Three Mexican drug cartel members were sentenced in San Diego Wednesday for their roles in a conspiracy to kidnap drug dealers who owed them money – even threatening to turn one of their targets into human soup.
The cartel members include: Tijuana resident Carlos Alberto Andrade-De La Cruz, 36; San Diego resident Luis Miguel Salas Rodriguez, 26; and San Diego resident Antonio Zermeno Garcia, 30.
According to sentencing documents, the three defendants plotted violent revenge on at least three other drug dealers from San Diego.
Upon suspecting that those drug dealers were stealing methamphetamine, the trio plotted to kidnap their targets, take them back to Mexico and use violence to collect on those unpaid debts. The trio also planned to extort money from their victims and take luxury vehicles by force.
After making plans, sentencing documents state that Andrade-De La Cruz – the ringleader of the plot – crossed illegally into the U.S. from Mexico in March 2012 and met Rodriguez and Garcia in front of the home of their first intended victim.
Wiretaps into phone conversations between the defendants revealed Garcia told conspirators that the debtor would be turned into “pozole” – a type of Mexican soup.
According to investigators, this term is often used by drug cartels to describe a “soup” made by dissolving the human body in acid.
The FBI tracked the trio near the home of their first intended victim and SWAT officials arrested Andrade-De La Cruz, Garcia and Rodriguez on the spot.

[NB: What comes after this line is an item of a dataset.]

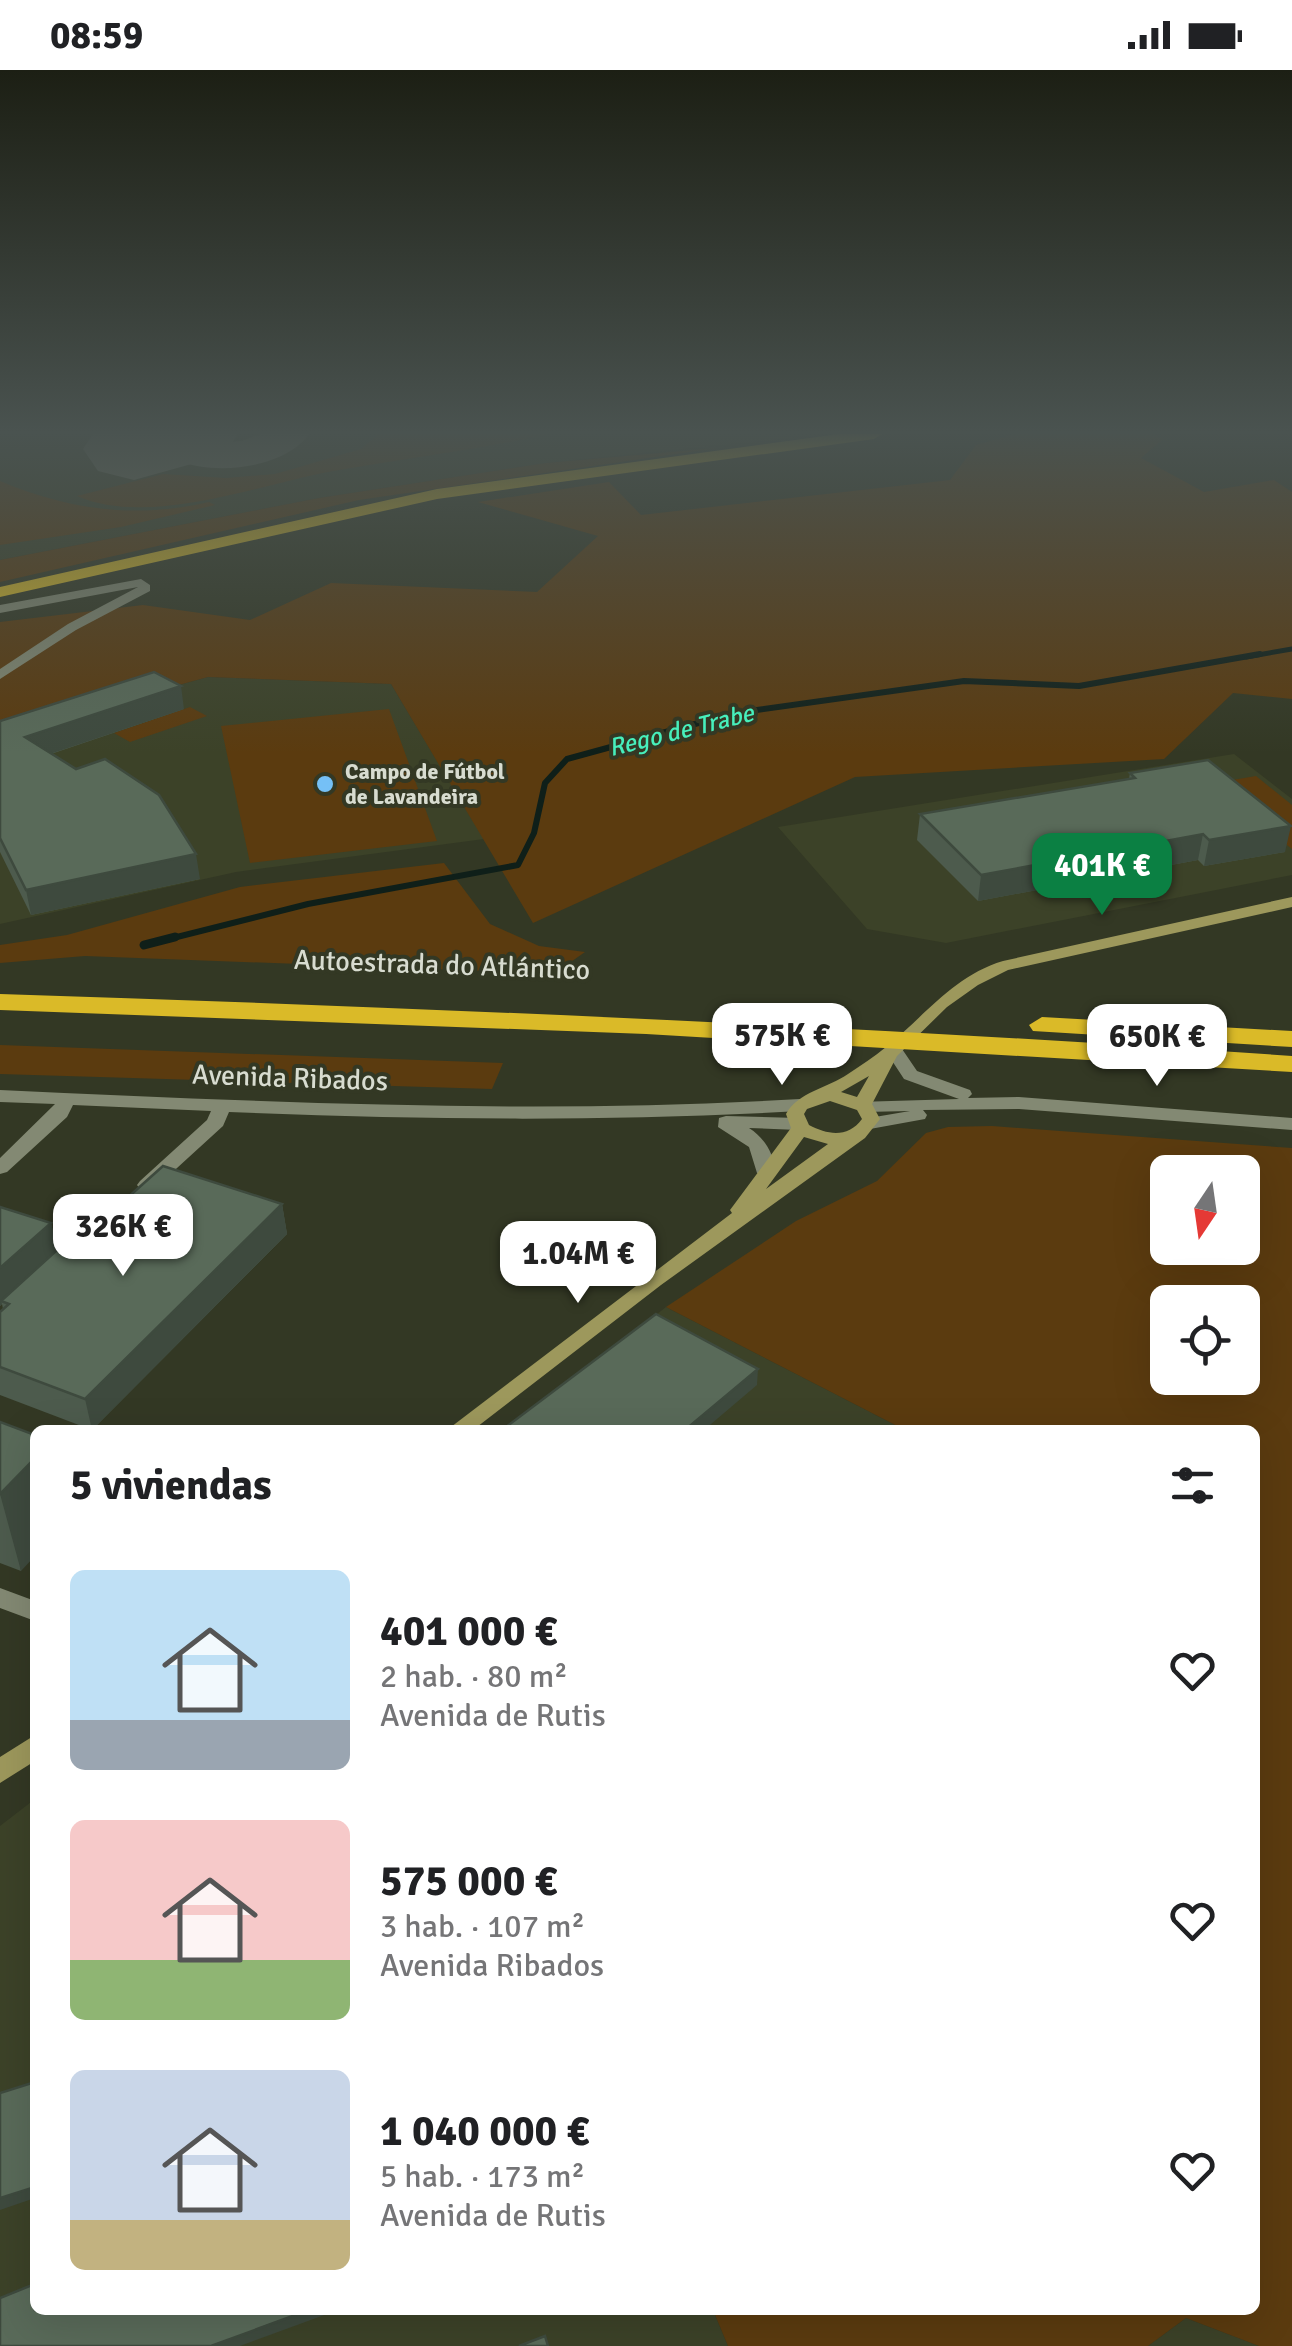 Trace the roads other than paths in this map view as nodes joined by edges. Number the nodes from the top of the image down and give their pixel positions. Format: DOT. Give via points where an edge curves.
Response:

The intended victim told agents he would’ve ended up in the trunk of a car had officials not intervened.
At the trio’s sentencing hearing, a judge described the defendants’ plan as cold-blooded. The judge said he believed the cartel members had every intention of carrying out the brutal revenge plot.
The office of U.S. Attorney Laura E. Duffy said Andrade-De La Cruz was sentenced Wednesday to more than 10 years in prison, plus five years of supervised release. Rodriguez and Garcia were both sentenced to more than 7 years in prison, plus five years of supervised release.